Yes, I understand that. Thanks for the info, Corday.


----------



## Rich-M (May 2, 2007)

Songbird_2016 said:


> Ads are still showing in my site though not many, there's one or two repeatedly coming. The settings show nothing checked. When I place the mouse pointer on ABP icon it says "Adblock Plus is enabled." So it's enabled for sure.
> 
> 
> 
> ...


Ad blocking sometimes involves the entire site and yes it will slow the browsers on any site while it checks but should not be really that noticeable.


----------



## Songbird_2016 (Jun 19, 2011)

Okay .. thanks again. 

About adguard, as it says here:
https://addons.mozilla.org/nn-NO/firefox/addon/adguard-adblocker/?

Supposed to "speed up page loading" ....... and is said to be a Firefox addon / extension. So, I can download it in my existing version of Firefox, right?


----------



## Corday (Mar 3, 2010)

Mozilla approved it. Anytime an extension affects a new FF update, it's checked for and disabled if necessary.


----------



## Rich-M (May 2, 2007)

Corday said:


> Mozilla approved it. Anytime an extension affects a new FF update, it's checked for and disabled if necessary.


We know that used to be true Rick but I haven't seen that happen in the open for quite a while. The biggest problem and why you cannot put Java in a new install is the addon rule isn't there and you can't put it there but if it is there disabled you can enable it.


----------



## Corday (Mar 3, 2010)

Rich-M said:


> We know that used to be true Rick but I haven't seen that happen in the open for quite a while. The biggest problem and why you cannot put Java in a new install is the addon rule isn't there and you can't put it there but if it is there disabled you can enable it.

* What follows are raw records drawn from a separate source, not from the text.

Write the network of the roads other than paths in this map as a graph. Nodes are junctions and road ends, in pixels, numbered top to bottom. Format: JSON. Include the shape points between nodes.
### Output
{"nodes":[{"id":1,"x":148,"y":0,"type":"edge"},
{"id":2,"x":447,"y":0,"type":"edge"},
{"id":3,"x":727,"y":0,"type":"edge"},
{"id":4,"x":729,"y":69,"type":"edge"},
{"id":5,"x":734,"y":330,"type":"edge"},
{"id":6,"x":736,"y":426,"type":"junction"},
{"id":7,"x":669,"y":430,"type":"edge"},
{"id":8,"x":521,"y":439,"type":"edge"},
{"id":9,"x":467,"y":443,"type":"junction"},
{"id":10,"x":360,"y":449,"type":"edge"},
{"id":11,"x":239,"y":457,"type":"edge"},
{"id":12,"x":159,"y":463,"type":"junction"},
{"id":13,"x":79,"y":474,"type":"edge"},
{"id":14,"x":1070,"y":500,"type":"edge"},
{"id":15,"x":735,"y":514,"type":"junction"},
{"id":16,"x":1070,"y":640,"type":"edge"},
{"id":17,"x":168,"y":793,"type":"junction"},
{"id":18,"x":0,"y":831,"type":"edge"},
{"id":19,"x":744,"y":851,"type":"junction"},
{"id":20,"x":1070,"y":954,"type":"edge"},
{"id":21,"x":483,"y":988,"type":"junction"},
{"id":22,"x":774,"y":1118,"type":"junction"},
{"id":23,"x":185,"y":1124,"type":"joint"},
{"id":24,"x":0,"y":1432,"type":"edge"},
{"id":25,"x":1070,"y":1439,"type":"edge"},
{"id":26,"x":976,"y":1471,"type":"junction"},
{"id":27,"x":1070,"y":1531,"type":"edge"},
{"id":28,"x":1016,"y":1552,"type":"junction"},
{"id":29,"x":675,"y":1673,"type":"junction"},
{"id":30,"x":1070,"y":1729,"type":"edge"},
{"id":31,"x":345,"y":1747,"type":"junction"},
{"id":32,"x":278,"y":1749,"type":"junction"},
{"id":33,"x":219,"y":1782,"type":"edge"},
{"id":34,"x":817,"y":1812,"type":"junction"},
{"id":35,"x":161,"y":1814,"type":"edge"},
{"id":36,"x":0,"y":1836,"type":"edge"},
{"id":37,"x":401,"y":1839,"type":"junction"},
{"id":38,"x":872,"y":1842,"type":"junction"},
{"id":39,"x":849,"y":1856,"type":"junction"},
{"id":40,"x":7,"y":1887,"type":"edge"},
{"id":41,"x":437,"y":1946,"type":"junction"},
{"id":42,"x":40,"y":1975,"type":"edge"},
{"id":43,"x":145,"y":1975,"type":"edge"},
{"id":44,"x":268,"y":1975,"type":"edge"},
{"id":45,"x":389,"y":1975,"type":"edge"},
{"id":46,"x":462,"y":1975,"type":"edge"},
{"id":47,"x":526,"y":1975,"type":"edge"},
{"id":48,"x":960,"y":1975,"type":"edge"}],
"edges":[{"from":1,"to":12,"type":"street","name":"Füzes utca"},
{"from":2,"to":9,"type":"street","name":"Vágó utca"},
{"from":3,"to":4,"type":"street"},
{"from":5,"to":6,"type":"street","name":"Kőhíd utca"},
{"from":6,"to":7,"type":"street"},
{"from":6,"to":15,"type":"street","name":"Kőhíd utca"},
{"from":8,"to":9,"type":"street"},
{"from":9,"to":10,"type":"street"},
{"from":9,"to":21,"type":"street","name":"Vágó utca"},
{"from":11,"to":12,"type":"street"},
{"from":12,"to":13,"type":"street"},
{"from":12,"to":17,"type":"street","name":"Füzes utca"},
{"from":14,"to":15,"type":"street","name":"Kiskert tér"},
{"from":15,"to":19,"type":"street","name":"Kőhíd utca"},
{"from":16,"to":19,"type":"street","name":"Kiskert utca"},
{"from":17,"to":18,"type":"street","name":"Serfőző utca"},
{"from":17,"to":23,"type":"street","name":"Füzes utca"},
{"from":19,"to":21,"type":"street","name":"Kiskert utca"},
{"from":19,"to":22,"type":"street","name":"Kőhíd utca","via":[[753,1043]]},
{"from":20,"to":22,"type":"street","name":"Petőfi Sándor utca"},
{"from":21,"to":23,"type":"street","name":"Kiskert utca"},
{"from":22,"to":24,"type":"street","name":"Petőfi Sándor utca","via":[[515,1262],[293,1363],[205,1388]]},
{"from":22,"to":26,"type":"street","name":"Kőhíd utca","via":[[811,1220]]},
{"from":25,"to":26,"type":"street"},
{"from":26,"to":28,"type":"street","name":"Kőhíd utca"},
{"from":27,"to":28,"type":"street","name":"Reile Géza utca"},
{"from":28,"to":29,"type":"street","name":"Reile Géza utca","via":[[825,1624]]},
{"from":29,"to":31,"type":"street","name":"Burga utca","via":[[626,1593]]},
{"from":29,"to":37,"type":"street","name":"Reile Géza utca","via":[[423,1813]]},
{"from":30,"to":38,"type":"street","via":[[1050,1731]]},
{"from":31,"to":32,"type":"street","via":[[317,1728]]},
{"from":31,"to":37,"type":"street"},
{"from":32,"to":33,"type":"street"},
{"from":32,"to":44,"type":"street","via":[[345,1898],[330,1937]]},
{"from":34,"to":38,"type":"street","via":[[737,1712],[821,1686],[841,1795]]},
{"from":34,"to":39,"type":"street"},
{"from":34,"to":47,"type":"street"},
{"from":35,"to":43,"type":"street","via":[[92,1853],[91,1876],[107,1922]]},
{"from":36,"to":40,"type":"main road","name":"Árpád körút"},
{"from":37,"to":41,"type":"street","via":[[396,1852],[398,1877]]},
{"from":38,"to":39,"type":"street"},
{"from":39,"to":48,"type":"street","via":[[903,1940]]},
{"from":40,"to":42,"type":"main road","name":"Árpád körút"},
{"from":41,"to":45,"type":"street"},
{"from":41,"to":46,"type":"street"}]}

I was referring to Adblocker.

EDIT: I mean AdGuard


----------



## satrow (Feb 4, 2012)

I'd remove your current ad blockers and install uBlock Origin instead: https://addons.mozilla.org/en-US/firefox/addon/ublock-origin/
https://github.com/gorhill/uBlock

No, adblockers rarely slow down page loading, they almost always speed it up.


----------



## Rich-M (May 2, 2007)

Oh Ok sorry about that.


Corday said:


> I was referring to Adblocker.
> 
> EDIT: I mean AdGuard


----------



## Songbird_2016 (Jun 19, 2011)

So, which one would be wiser to choose? Adguard or uBlock?


----------



## satrow (Feb 4, 2012)

I use uBlock Origin.


----------



## Songbird_2016 (Jun 19, 2011)

Ok ... and is it easy enough to download. I'm still quite a beginner.


----------



## satrow (Feb 4, 2012)

It's easy enough, go to the addons.mozilla site I linked earlier and follow the prompts.


----------



## Rich-M (May 2, 2007)

I haven't tried Ublock recently but I remember trying it a year ago and finding it blocked a lot more than AdblockPlus but all that meant was constantly oking pages it was restricting so I went back to Adblock Plus. I just started with Adguard so I don't have much to say on this one right now. I suspect usage on all these items becomes personal taste eventually. Use whichever one you like and slows you down the least.


----------



## Songbird_2016 (Jun 19, 2011)

Thank you all for the very helpful guidelines. Appreciate greatly.


----------



## satrow (Feb 4, 2012)

Note that uBlock and uBlock Origin are different; from addons.mozilla:
"Users should be aware that this add-on represents an older fork. The original developer of uBlock is continuing to actively develop the newer fork uBlock Origin".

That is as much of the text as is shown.